Your task ->
The span to repeat in the listing below runs from the line containing "middle tip: (256, 159)" to the line containing "pinky dip: (311, 208)", inclusive. Repeat it exactly, and only it.

*** Block opens ***

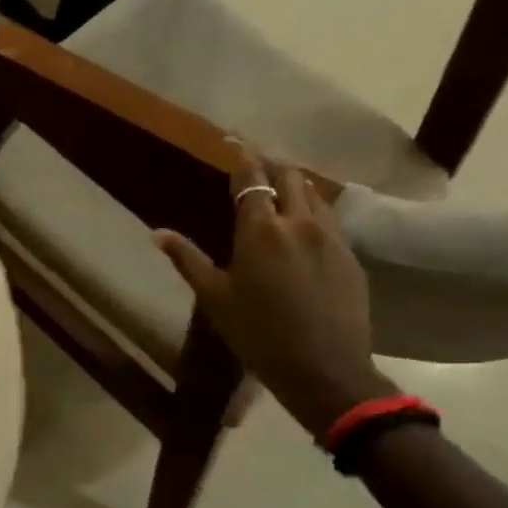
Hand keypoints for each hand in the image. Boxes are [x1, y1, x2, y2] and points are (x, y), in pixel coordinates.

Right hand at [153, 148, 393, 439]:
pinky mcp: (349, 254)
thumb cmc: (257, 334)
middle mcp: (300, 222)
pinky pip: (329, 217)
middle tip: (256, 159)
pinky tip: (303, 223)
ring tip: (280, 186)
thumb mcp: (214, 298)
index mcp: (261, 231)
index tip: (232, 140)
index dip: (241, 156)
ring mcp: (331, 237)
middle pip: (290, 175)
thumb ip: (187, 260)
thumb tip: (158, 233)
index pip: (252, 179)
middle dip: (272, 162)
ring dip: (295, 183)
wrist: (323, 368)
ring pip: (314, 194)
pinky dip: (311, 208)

*** Block closes ***
*** Block opens ***

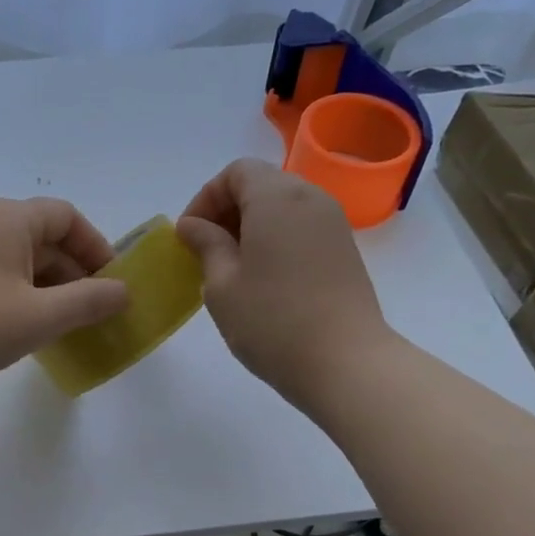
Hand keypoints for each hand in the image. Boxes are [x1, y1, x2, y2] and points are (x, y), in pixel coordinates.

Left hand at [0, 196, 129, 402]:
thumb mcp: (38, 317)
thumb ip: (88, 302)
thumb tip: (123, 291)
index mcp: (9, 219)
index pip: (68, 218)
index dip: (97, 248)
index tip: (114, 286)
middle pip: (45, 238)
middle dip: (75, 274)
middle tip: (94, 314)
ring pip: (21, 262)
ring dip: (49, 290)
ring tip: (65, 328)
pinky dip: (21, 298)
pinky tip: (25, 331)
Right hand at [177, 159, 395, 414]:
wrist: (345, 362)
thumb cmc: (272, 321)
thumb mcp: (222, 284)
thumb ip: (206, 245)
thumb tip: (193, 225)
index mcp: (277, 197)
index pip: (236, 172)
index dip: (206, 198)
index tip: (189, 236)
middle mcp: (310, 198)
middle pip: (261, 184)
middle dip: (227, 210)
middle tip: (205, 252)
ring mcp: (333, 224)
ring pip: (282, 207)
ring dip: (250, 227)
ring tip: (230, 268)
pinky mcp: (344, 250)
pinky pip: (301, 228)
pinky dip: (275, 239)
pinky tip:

*** Block closes ***

Completed task ->
middle tip: (256, 159)
pinky tip: (303, 223)
ring tip: (280, 186)
thumb mcp: (214, 298)
index mcp: (261, 231)
index tip: (232, 140)
index dip: (241, 156)
ring mcp: (331, 237)
middle pip: (290, 175)
thumb ip: (187, 260)
thumb tip: (158, 233)
index pip: (252, 179)
middle dip: (272, 162)
ring dip: (295, 183)
wrist: (323, 368)
ring pip: (314, 194)
pinky dip: (311, 208)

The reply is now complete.